▶ **Your task**:
Reproduce the records below exactly, but leave their pictures out of the copy.

▶ **Data listing**:
::::

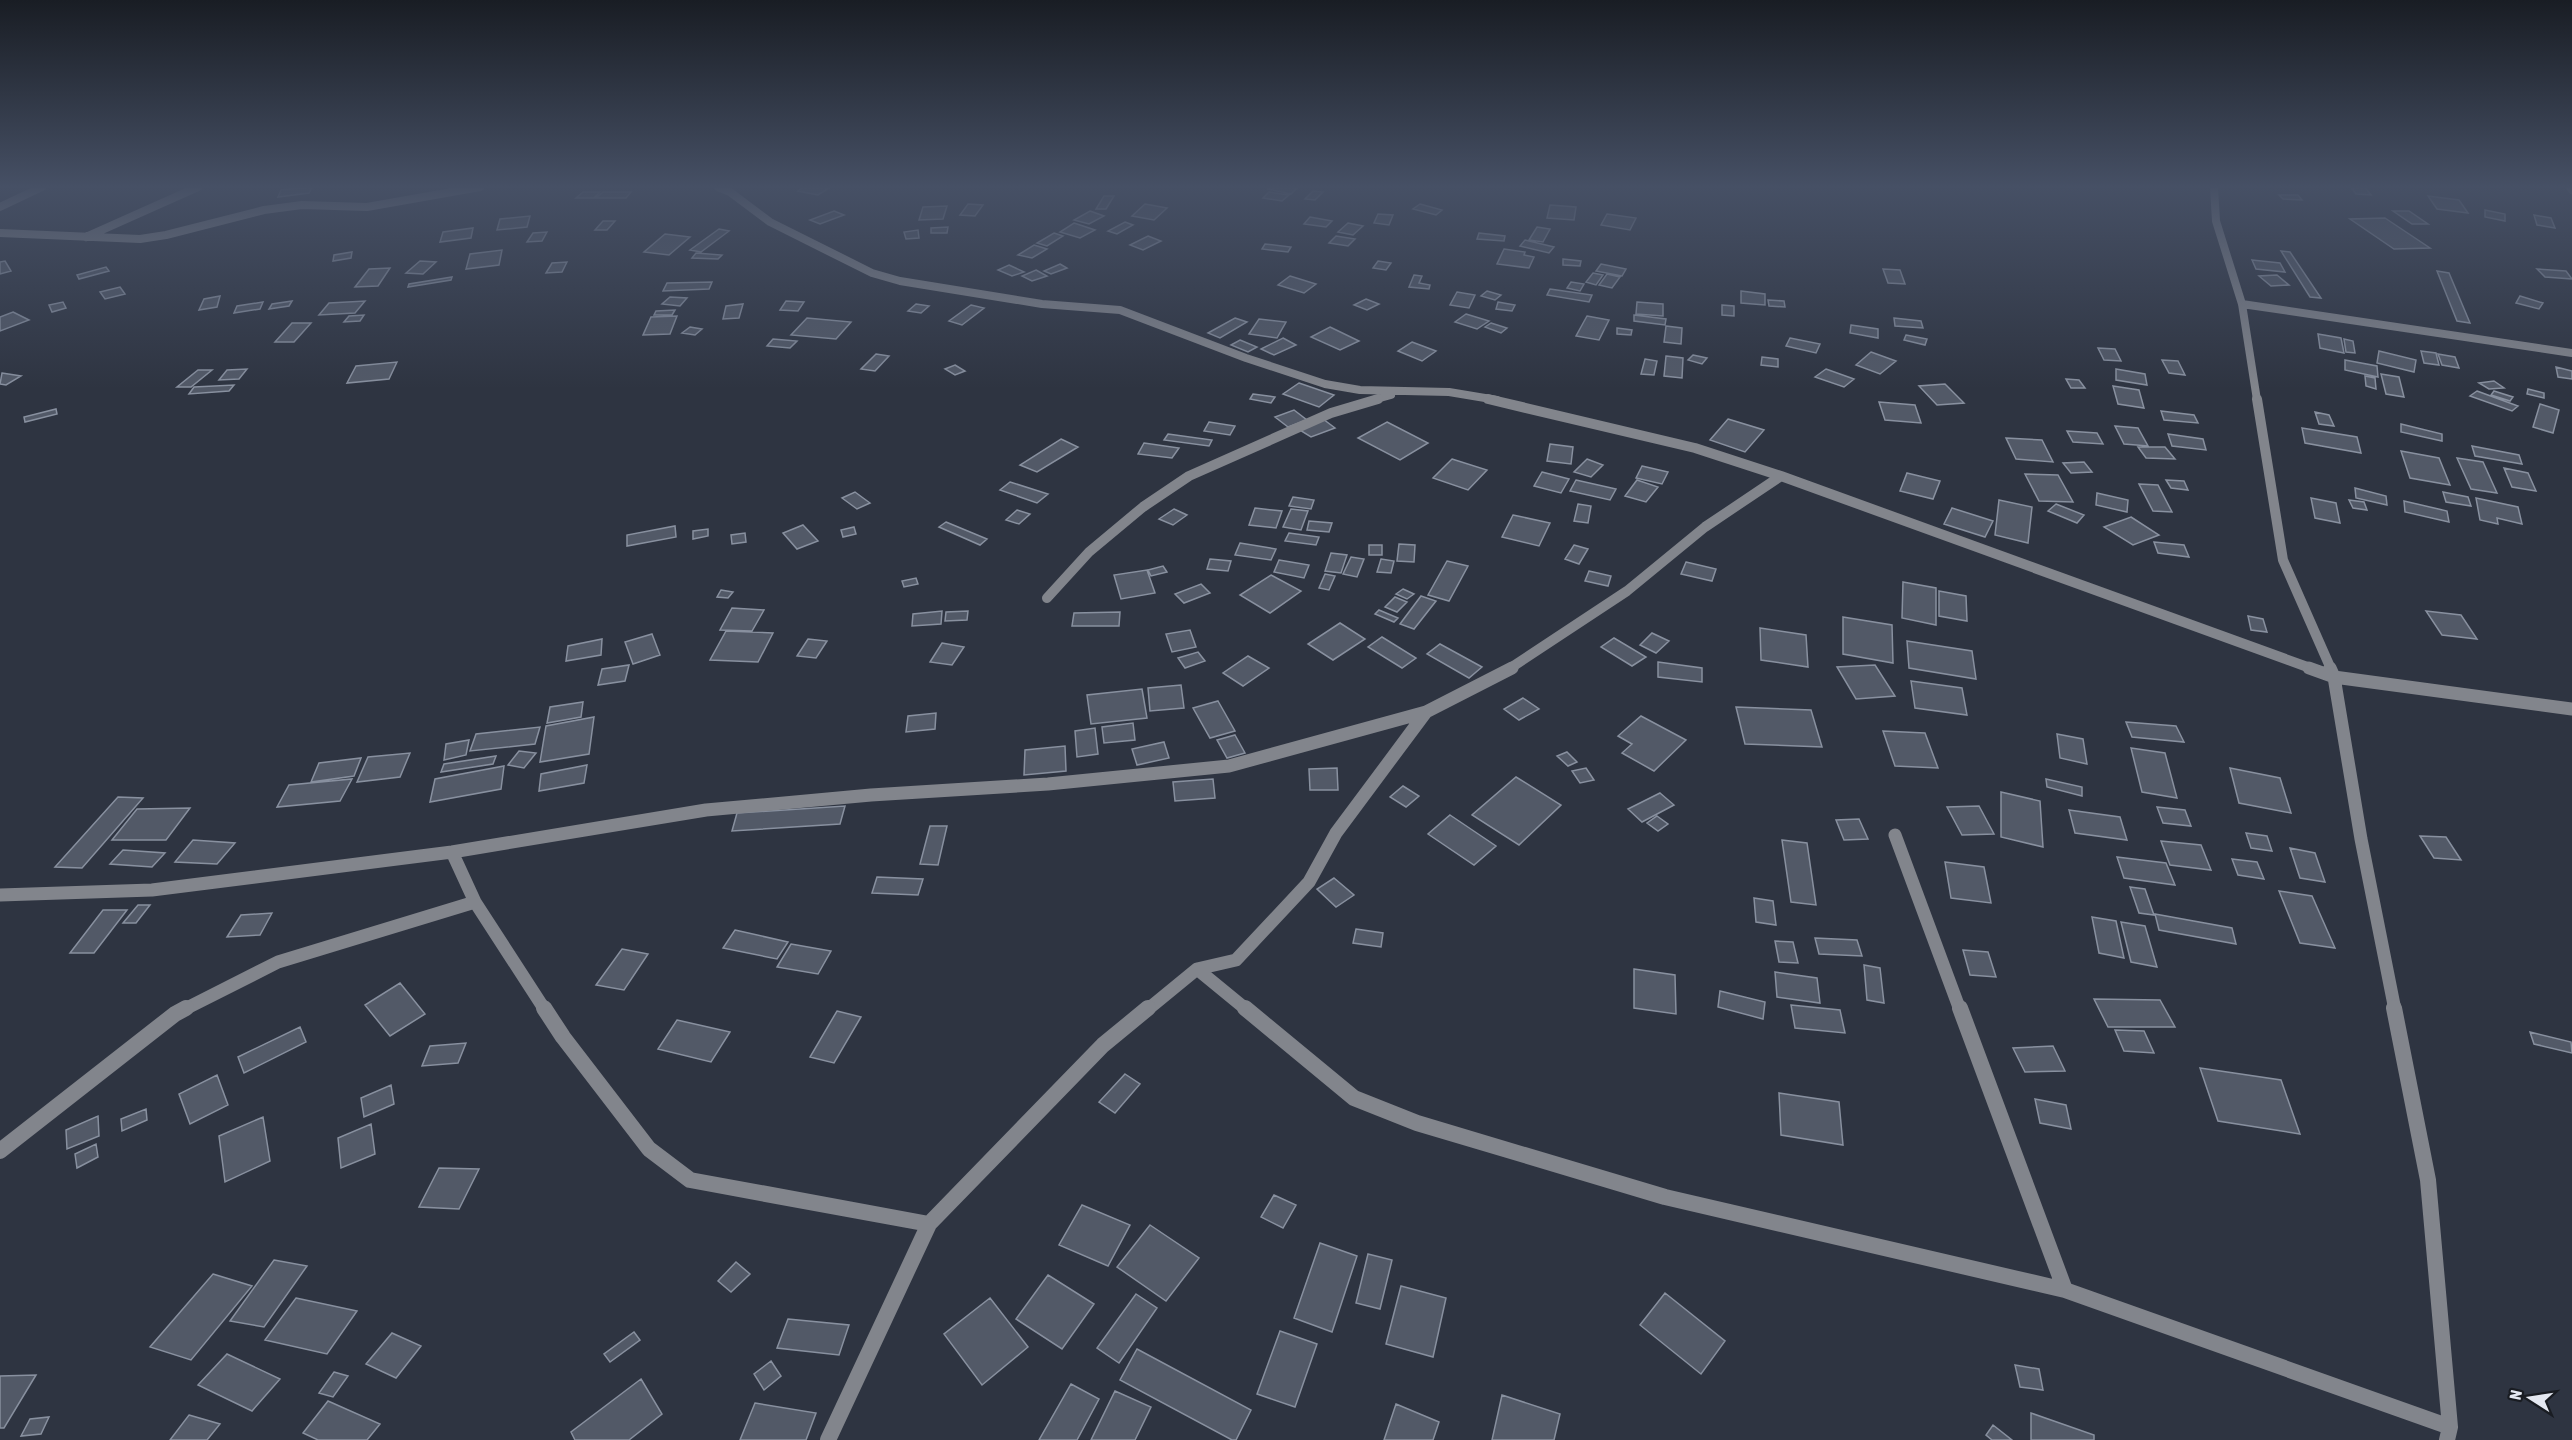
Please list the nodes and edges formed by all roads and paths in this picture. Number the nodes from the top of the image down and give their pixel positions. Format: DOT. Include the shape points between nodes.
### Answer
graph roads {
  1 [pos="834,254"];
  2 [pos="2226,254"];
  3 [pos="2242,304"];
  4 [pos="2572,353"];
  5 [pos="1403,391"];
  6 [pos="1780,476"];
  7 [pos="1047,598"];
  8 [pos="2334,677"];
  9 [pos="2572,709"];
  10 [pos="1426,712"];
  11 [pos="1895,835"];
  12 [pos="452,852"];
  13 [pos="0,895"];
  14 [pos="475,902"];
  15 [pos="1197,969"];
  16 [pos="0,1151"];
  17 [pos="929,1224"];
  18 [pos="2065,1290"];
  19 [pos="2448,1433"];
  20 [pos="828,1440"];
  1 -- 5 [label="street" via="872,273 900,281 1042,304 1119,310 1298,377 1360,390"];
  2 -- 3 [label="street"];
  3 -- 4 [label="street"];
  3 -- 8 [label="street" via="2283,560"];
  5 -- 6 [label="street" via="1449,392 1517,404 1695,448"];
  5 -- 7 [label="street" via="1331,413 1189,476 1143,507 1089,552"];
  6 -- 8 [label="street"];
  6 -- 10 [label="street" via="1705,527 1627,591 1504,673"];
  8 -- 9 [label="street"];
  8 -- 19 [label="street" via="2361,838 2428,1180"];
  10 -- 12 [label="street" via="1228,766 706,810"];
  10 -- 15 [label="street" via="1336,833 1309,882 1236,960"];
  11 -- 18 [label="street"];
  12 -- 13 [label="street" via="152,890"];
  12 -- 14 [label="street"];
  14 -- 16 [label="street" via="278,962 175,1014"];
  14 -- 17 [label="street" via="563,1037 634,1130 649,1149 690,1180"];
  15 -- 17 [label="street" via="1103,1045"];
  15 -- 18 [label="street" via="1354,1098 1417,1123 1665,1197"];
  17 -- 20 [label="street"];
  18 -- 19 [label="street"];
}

::::

▶ **Answer for this exercise**:
Please list the nodes and edges formed by all roads and paths in this picture. Number the nodes from the top of the image down and give their pixel positions. Format: DOT. Include the shape points between nodes.
### Answer
graph roads {
  1 [pos="834,254"];
  2 [pos="2226,254"];
  3 [pos="2242,304"];
  4 [pos="2572,353"];
  5 [pos="1403,391"];
  6 [pos="1780,476"];
  7 [pos="1047,598"];
  8 [pos="2334,677"];
  9 [pos="2572,709"];
  10 [pos="1426,712"];
  11 [pos="1895,835"];
  12 [pos="452,852"];
  13 [pos="0,895"];
  14 [pos="475,902"];
  15 [pos="1197,969"];
  16 [pos="0,1151"];
  17 [pos="929,1224"];
  18 [pos="2065,1290"];
  19 [pos="2448,1433"];
  20 [pos="828,1440"];
  1 -- 5 [label="street" via="872,273 900,281 1042,304 1119,310 1298,377 1360,390"];
  2 -- 3 [label="street"];
  3 -- 4 [label="street"];
  3 -- 8 [label="street" via="2283,560"];
  5 -- 6 [label="street" via="1449,392 1517,404 1695,448"];
  5 -- 7 [label="street" via="1331,413 1189,476 1143,507 1089,552"];
  6 -- 8 [label="street"];
  6 -- 10 [label="street" via="1705,527 1627,591 1504,673"];
  8 -- 9 [label="street"];
  8 -- 19 [label="street" via="2361,838 2428,1180"];
  10 -- 12 [label="street" via="1228,766 706,810"];
  10 -- 15 [label="street" via="1336,833 1309,882 1236,960"];
  11 -- 18 [label="street"];
  12 -- 13 [label="street" via="152,890"];
  12 -- 14 [label="street"];
  14 -- 16 [label="street" via="278,962 175,1014"];
  14 -- 17 [label="street" via="563,1037 634,1130 649,1149 690,1180"];
  15 -- 17 [label="street" via="1103,1045"];
  15 -- 18 [label="street" via="1354,1098 1417,1123 1665,1197"];
  17 -- 20 [label="street"];
  18 -- 19 [label="street"];
}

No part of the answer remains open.